Voter turnout was 49.1%, compared to 48.9% in 2007.

==National Council==
At the last election, in 2007, the Swiss People's Party (SVP) won the highest share of the vote ever recorded for a single party in Switzerland, with 29% of the vote. Soon after, a moderate faction split from the SVP, forming the Conservative Democratic Party (BDP).

In the 2011 election, the two neophyte parties BDP and Green Liberal Party (GLP) were successful, each receiving 5.4% of the popular vote.
Both the GLP and the BDP have gained the required five seats to form their own parliamentary groups, suggesting a split of the centrist CVP/EVP/glp group.

All other major parties lost votes, the Swiss People's Party (SVP) for the first time since the 1987 elections.

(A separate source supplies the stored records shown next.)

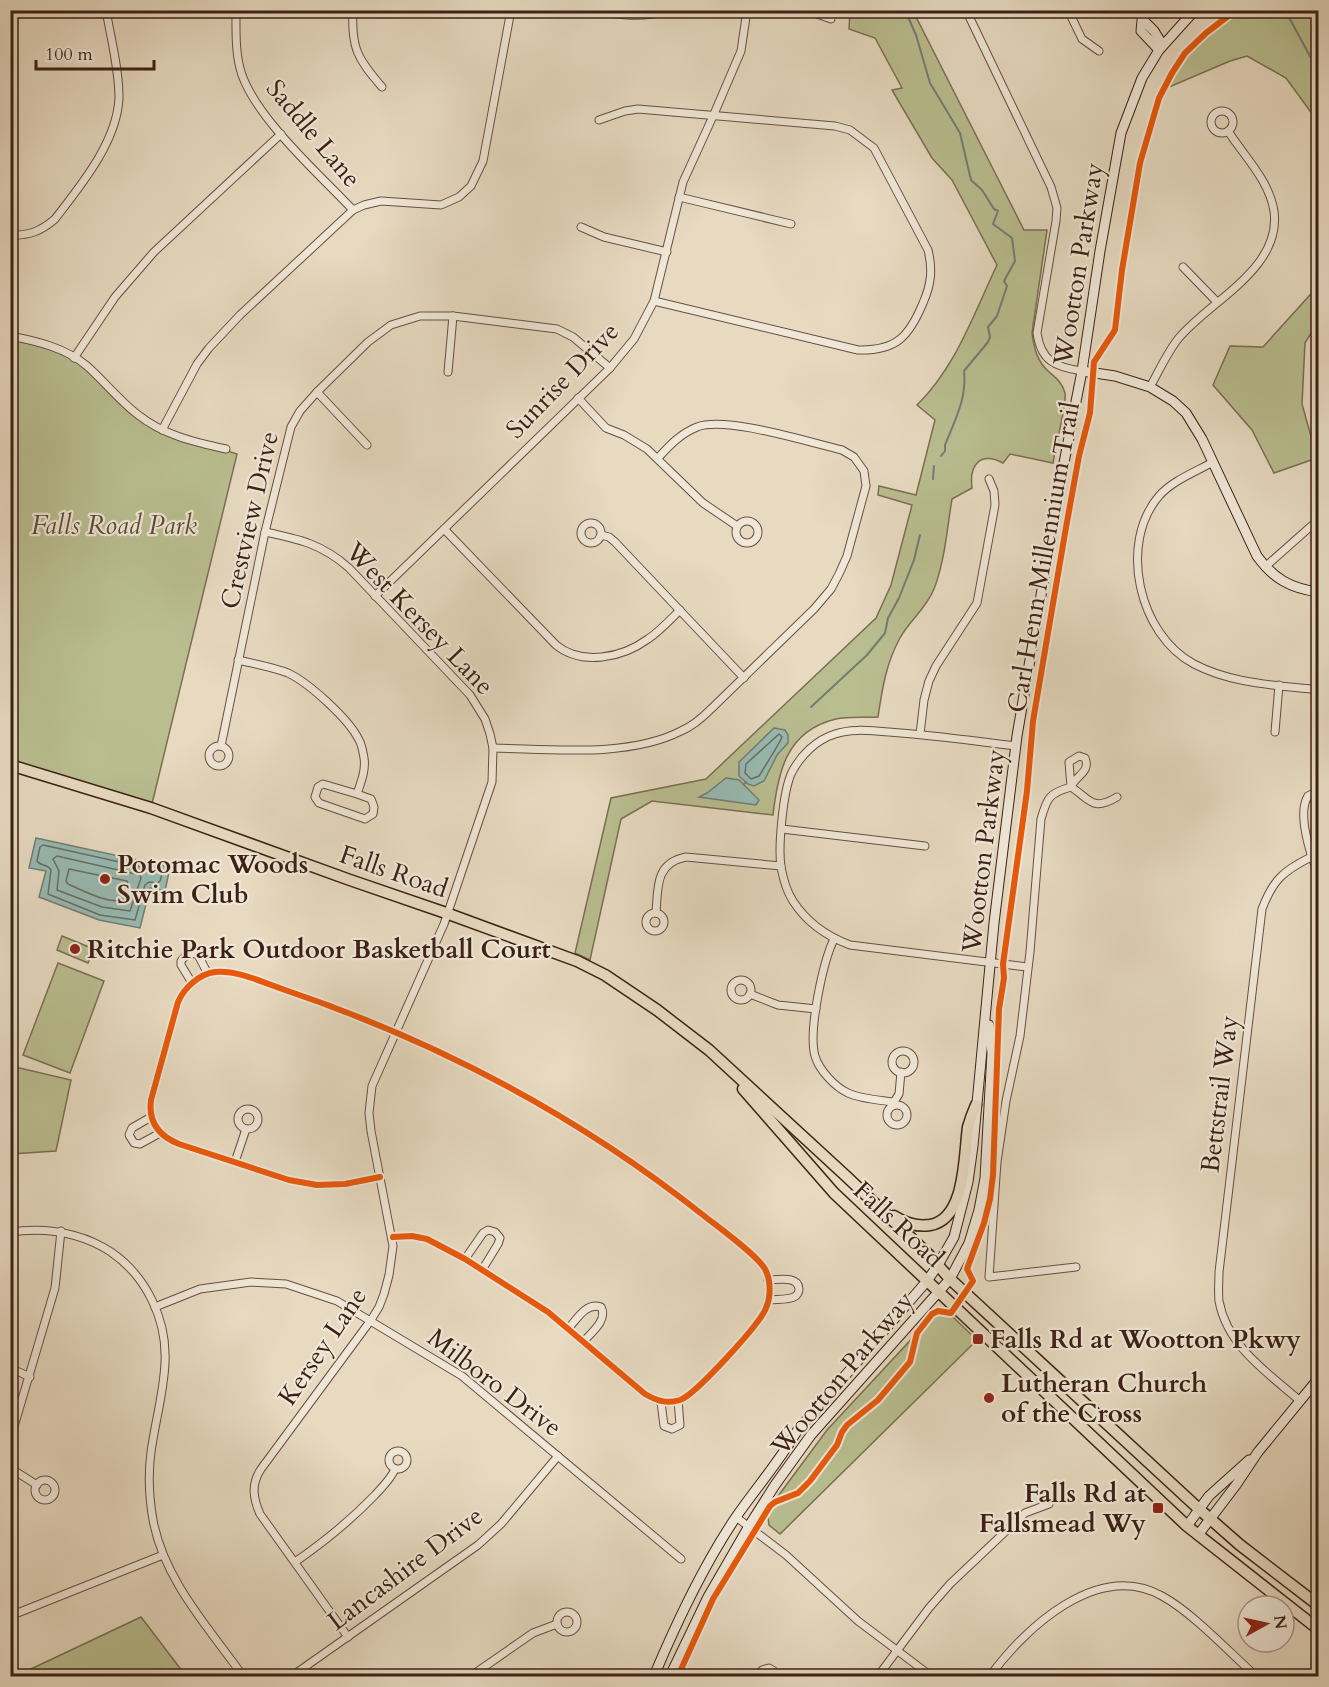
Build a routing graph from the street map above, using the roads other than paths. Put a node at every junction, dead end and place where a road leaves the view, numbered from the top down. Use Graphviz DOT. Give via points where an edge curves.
graph roads {
  1 [pos="106,10"];
  2 [pos="236,10"];
  3 [pos="353,10"];
  4 [pos="511,10"];
  5 [pos="595,10"];
  6 [pos="666,10"];
  7 [pos="747,10"];
  8 [pos="806,10"];
  9 [pos="966,10"];
  10 [pos="1068,10"];
  11 [pos="1196,10"];
  12 [pos="1143,15"];
  13 [pos="831,20"];
  14 [pos="1160,47"];
  15 [pos="1099,51"];
  16 [pos="382,87"];
  17 [pos="714,114"];
  18 [pos="599,120"];
  19 [pos="1228,131"];
  20 [pos="281,134"];
  21 [pos="679,197"];
  22 [pos="353,210"];
  23 [pos="791,224"];
  24 [pos="581,227"];
  25 [pos="10,235"];
  26 [pos="666,252"];
  27 [pos="1183,267"];
  28 [pos="654,301"];
  29 [pos="1217,302"];
  30 [pos="453,316"];
  31 [pos="10,336"];
  32 [pos="74,358"];
  33 [pos="610,368"];
  34 [pos="1082,371"];
  35 [pos="448,372"];
  36 [pos="1150,387"];
  37 [pos="317,392"];
  38 [pos="578,398"];
  39 [pos="162,430"];
  40 [pos="367,444"];
  41 [pos="226,449"];
  42 [pos="658,458"];
  43 [pos="1213,462"];
  44 [pos="989,479"];
  45 [pos="1318,520"];
  46 [pos="737,526"];
  47 [pos="444,529"];
  48 [pos="265,532"];
  49 [pos="601,535"];
  50 [pos="1265,567"];
  51 [pos="1318,592"];
  52 [pos="375,596"];
  53 [pos="680,610"];
  54 [pos="238,660"];
  55 [pos="744,678"];
  56 [pos="1279,685"];
  57 [pos="1318,690"];
  58 [pos="1275,732"];
  59 [pos="920,734"];
  60 [pos="221,746"];
  61 [pos="1016,746"];
  62 [pos="493,748"];
  63 [pos="10,765"];
  64 [pos="1318,791"];
  65 [pos="357,794"];
  66 [pos="1117,797"];
  67 [pos="782,829"];
  68 [pos="925,846"];
  69 [pos="1311,857"];
  70 [pos="781,866"];
  71 [pos="1318,872"];
  72 [pos="446,913"];
  73 [pos="656,913"];
  74 [pos="834,939"];
  75 [pos="991,962"];
  76 [pos="1027,967"];
  77 [pos="208,974"];
  78 [pos="192,983"];
  79 [pos="750,994"];
  80 [pos="987,1008"];
  81 [pos="816,1009"];
  82 [pos="395,1031"];
  83 [pos="709,1050"];
  84 [pos="901,1072"];
  85 [pos="976,1105"];
  86 [pos="151,1117"];
  87 [pos="246,1129"];
  88 [pos="160,1133"];
  89 [pos="235,1162"];
  90 [pos="380,1177"];
  91 [pos="870,1199"];
  92 [pos="61,1231"];
  93 [pos="10,1232"];
  94 [pos="393,1237"];
  95 [pos="465,1259"];
  96 [pos="938,1265"];
  97 [pos="1076,1268"];
  98 [pos="482,1270"];
  99 [pos="950,1279"];
  100 [pos="768,1280"];
  101 [pos="927,1281"];
  102 [pos="939,1292"];
  103 [pos="769,1300"];
  104 [pos="155,1307"];
  105 [pos="371,1320"];
  106 [pos="568,1329"];
  107 [pos="583,1342"];
  108 [pos="10,1368"];
  109 [pos="30,1377"];
  110 [pos="1318,1379"];
  111 [pos="678,1400"];
  112 [pos="1300,1401"];
  113 [pos="661,1402"];
  114 [pos="10,1440"];
  115 [pos="1258,1452"];
  116 [pos="558,1456"];
  117 [pos="10,1468"];
  118 [pos="395,1469"];
  119 [pos="36,1485"];
  120 [pos="1049,1504"];
  121 [pos="1199,1509"];
  122 [pos="736,1517"];
  123 [pos="1211,1518"];
  124 [pos="749,1526"];
  125 [pos="1187,1526"];
  126 [pos="1198,1535"];
  127 [pos="163,1555"];
  128 [pos="681,1559"];
  129 [pos="295,1562"];
  130 [pos="1318,1605"];
  131 [pos="10,1616"];
  132 [pos="556,1624"];
  133 [pos="1318,1629"];
  134 [pos="348,1637"];
  135 [pos="897,1651"];
  136 [pos="243,1677"];
  137 [pos="292,1677"];
  138 [pos="471,1677"];
  139 [pos="654,1677"];
  140 [pos="670,1677"];
  141 [pos="759,1677"];
  142 [pos="777,1677"];
  143 [pos="878,1677"];
  144 [pos="931,1677"];
  145 [pos="990,1677"];
  146 [pos="1256,1677"];
  1 -- 25 [label="street" via="118,76 115,122 107,144 55,219 33,233"];
  2 -- 20 [label="street, Saddle Lane" via="241,73 253,99"];
  3 -- 16 [label="street" via="355,49"];
  4 -- 22 [label="street" via="483,161 471,186 441,205 381,201"];
  5 -- 6 [label="street" via="649,16"];
  7 -- 17 [label="street, Sunrise Drive" via="741,51"];
  8 -- 13 [label="street"];
  9 -- 34 [label="street" via="1052,187 1057,208 1036,333 1038,346 1046,359"];
  10 -- 15 [label="street" via="1082,39"];
  11 -- 14 [label="main road, Wootton Parkway"];
  12 -- 14 [label="main road" via="1141,31"];
  14 -- 34 [label="main road, Wootton Parkway" via="1142,78 1121,133"];
  17 -- 18 [label="street" via="638,109"];
  17 -- 21 [label="street, Sunrise Drive" via="690,163"];
  17 -- 28 [label="street" via="835,126 850,129 866,140 874,148 928,250 932,263 930,286 908,333 893,344 871,350"];
  19 -- 29 [label="street" via="1265,183 1274,211 1273,231 1257,266"];
  20 -- 22 [label="street, Saddle Lane"];
  20 -- 32 [label="street" via="154,252 115,297"];
  21 -- 23 [label="street"];
  21 -- 26 [label="street, Sunrise Drive"];
  22 -- 39 [label="street" via="209,348"];
  24 -- 26 [label="street" via="604,237"];
  26 -- 28 [label="street, Sunrise Drive"];
  27 -- 29 [label="street"];
  28 -- 33 [label="street, Sunrise Drive" via="634,339"];
  29 -- 36 [label="street" via="1178,339"];
  30 -- 33 [label="street, Crestview Drive" via="557,329 573,337"];
  30 -- 35 [label="street"];
  30 -- 37 [label="street, Crestview Drive" via="420,316 391,325"];
  31 -- 32 [label="street" via="34,340"];
  32 -- 39 [label="street" via="137,414"];
  33 -- 38 [label="street, Sunrise Drive"];
  34 -- 36 [label="main road"];
  34 -- 61 [label="main road, Wootton Parkway"];
  36 -- 43 [label="main road" via="1186,413"];
  37 -- 40 [label="street"];
  37 -- 48 [label="street, Crestview Drive" via="291,427"];
  38 -- 42 [label="street" via="606,428"];
  38 -- 47 [label="street, Sunrise Drive"];
  39 -- 41 [label="street" via="185,440"];
  42 -- 46 [label="street" via="703,503"];
  42 -- 55 [label="street" via="684,433 715,423 842,450 854,457 864,471 866,486 858,518 847,556 831,589"];
  43 -- 50 [label="main road"];
  43 -- 56 [label="street" via="1168,487 1148,513 1137,550 1141,595 1168,643 1191,663 1216,675"];
  44 -- 59 [label="street" via="995,505 980,593 929,681"];
  45 -- 50 [label="street"];
  47 -- 52 [label="street, Sunrise Drive"];
  47 -- 53 [label="street" via="555,645 573,655 596,658 633,648"];
  48 -- 52 [label="street, West Kersey Lane" via="299,539 328,551"];
  48 -- 54 [label="street, Crestview Drive"];
  49 -- 53 [label="street" via="615,542"];
  50 -- 51 [label="main road" via="1285,583"];
  52 -- 62 [label="street, West Kersey Lane" via="470,695 485,719"];
  53 -- 55 [label="street"];
  54 -- 60 [label="street, Crestview Drive"];
  54 -- 65 [label="street" via="279,670 300,680 353,730 364,759"];
  55 -- 62 [label="street" via="696,723 662,738 596,750"];
  56 -- 57 [label="street"];
  56 -- 58 [label="street"];
  59 -- 61 [label="street"];
  59 -- 67 [label="street" via="853,730 817,742 791,773"];
  61 -- 75 [label="main road, Wootton Parkway"];
  62 -- 72 [label="street, West Kersey Lane" via="488,798"];
  63 -- 72 [label="main road, Falls Road" via="151,808"];
  64 -- 69 [label="street" via="1308,796 1303,809"];
  65 -- 65 [label="street" via="374,804 370,817 365,819 319,803 315,794 318,787 326,784"];
  66 -- 76 [label="street" via="1093,804 1071,787 1058,790 1047,799 1041,819"];
  67 -- 68 [label="street"];
  67 -- 70 [label="street"];
  69 -- 71 [label="street"];
  69 -- 112 [label="street, Bettstrail Way" via="1281,874 1268,891 1262,909 1219,1272 1219,1299 1225,1323 1243,1351"];
  70 -- 73 [label="street" via="677,859 664,868 659,878"];
  70 -- 74 [label="street" via="792,900 814,926"];
  72 -- 82 [label="street, Kersey Lane"];
  72 -- 83 [label="main road, Falls Road" via="605,975"];
  74 -- 75 [label="street" via="864,948"];
  74 -- 81 [label="street" via="823,967"];
  75 -- 76 [label="street"];
  75 -- 80 [label="main road, Wootton Parkway"];
  76 -- 97 [label="street" via="1020,1036 997,1162 989,1277"];
  77 -- 78 [label="street"];
  77 -- 78 [label="street" via="198,955 189,952 181,965"];
  77 -- 82 [label="street" via="225,972 248,977"];
  78 -- 86 [label="street" via="178,1002 152,1094"];
  79 -- 81 [label="street" via="778,1005"];
  80 -- 85 [label="main road, Wootton Parkway"];
  80 -- 99 [label="main road, Wootton Parkway" via="992,1053 984,1178 969,1244"];
  81 -- 84 [label="street" via="813,1048 818,1064 845,1092 894,1103"];
  82 -- 90 [label="street, Kersey Lane" via="376,1072 370,1101"];
  82 -- 100 [label="street" via="510,1087 641,1168 753,1257 764,1268"];
  83 -- 91 [label="main road, Falls Road"];
  83 -- 101 [label="main road, Falls Road" via="834,1194"];
  85 -- 91 [label="main road" via="969,1124 959,1192 945,1218 931,1225 913,1225"];
  85 -- 96 [label="main road, Wootton Parkway" via="963,1205 954,1237"];
  86 -- 88 [label="street"];
  86 -- 88 [label="street" via="132,1128 129,1135 134,1143 140,1144"];
  87 -- 89 [label="street"];
  88 -- 89 [label="street" via="171,1141"];
  89 -- 90 [label="street" via="316,1185"];
  90 -- 94 [label="street, Kersey Lane"];
  91 -- 96 [label="main road, Falls Road"];
  92 -- 93 [label="street"];
  92 -- 104 [label="street" via="98,1244 121,1260 141,1282"];
  92 -- 109 [label="street" via="55,1288"];
  94 -- 95 [label="street" via="428,1239"];
  94 -- 105 [label="street, Kersey Lane" via="389,1275 380,1307"];
  95 -- 98 [label="street"];
  95 -- 98 [label="street" via="483,1233 495,1232 500,1238 498,1244"];
  96 -- 99 [label="main road, Falls Road"];
  96 -- 101 [label="main road, Wootton Parkway"];
  98 -- 106 [label="street"];
  99 -- 102 [label="main road, Wootton Parkway"];
  99 -- 121 [label="main road, Falls Road"];
  100 -- 103 [label="street"];
  100 -- 103 [label="street" via="790,1280 799,1288 794,1298"];
  101 -- 102 [label="main road, Falls Road"];
  101 -- 122 [label="main road, Wootton Parkway" via="797,1431"];
  102 -- 124 [label="main road, Wootton Parkway" via="811,1435"];
  102 -- 125 [label="main road, Falls Road"];
  103 -- 111 [label="street" via="758,1323 698,1387"];
  104 -- 105 [label="street, Milboro Drive" via="213,1286 269,1282 320,1294"];
  104 -- 127 [label="street" via="163,1332 165,1362 151,1452 149,1495"];
  105 -- 116 [label="street, Milboro Drive" via="462,1376"];
  105 -- 129 [label="street, Kersey Lane" via="255,1482 260,1514"];
  106 -- 107 [label="street"];
  106 -- 107 [label="street" via="588,1306 601,1307 603,1319"];
  107 -- 113 [label="street" via="645,1394"];
  108 -- 109 [label="street"];
  109 -- 114 [label="street"];
  110 -- 112 [label="main road"];
  111 -- 113 [label="street"];
  111 -- 113 [label="street" via="680,1425 672,1429 662,1422"];
  112 -- 115 [label="main road"];
  115 -- 121 [label="main road"];
  115 -- 123 [label="main road"];
  116 -- 128 [label="street, Milboro Drive"];
  116 -- 134 [label="street, Lancashire Drive" via="483,1540"];
  117 -- 119 [label="street"];
  118 -- 129 [label="street" via="354,1517"];
  120 -- 135 [label="street" via="1024,1513 950,1584"];
  121 -- 123 [label="main road, Falls Road"];
  121 -- 125 [label="main road"];
  122 -- 124 [label="street"];
  122 -- 139 [label="main road, Wootton Parkway"];
  123 -- 126 [label="main road"];
  123 -- 130 [label="main road, Falls Road"];
  124 -- 135 [label="street" via="858,1622"];
  124 -- 140 [label="main road, Wootton Parkway" via="708,1597"];
  125 -- 126 [label="main road, Falls Road"];
  126 -- 133 [label="main road, Falls Road"];
  127 -- 131 [label="street"];
  127 -- 136 [label="street" via="183,1591"];
  129 -- 134 [label="street, Kersey Lane"];
  132 -- 138 [label="street" via="533,1633"];
  134 -- 137 [label="street, Lancashire Drive"];
  135 -- 143 [label="street"];
  135 -- 144 [label="street"];
  141 -- 142 [label="street" via="762,1670 769,1668"];
  145 -- 146 [label="street" via="1022,1638 1063,1607 1088,1592 1124,1584 1161,1595 1180,1608"];
}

With 26.6% of the popular vote, the SVP is still the strongest party by a comfortable margin, but the 2011 elections marked the end of its rapid growth during the period of 1995–2007.

Of the small parties (below 5 seats), the Evangelical People's Party received 2.0% of the vote (+0.4%), retaining its two seats. The Ticino League received 0.8% of the vote (+0.2%) and gains one seat, now holding two.

The Christian Social Party lost one seat, but gained another to remain in the National Council, while the Federal Democratic Union of Switzerland and Swiss Party of Labour lost their single seats. Other minor groups which gathered more than 0.1% of the popular vote are: the Swiss Pirate Party (0.48%), the Swiss Democrats (0.20%), parteifrei.ch (0.19%) and Tierpartei Schweiz (0.15%).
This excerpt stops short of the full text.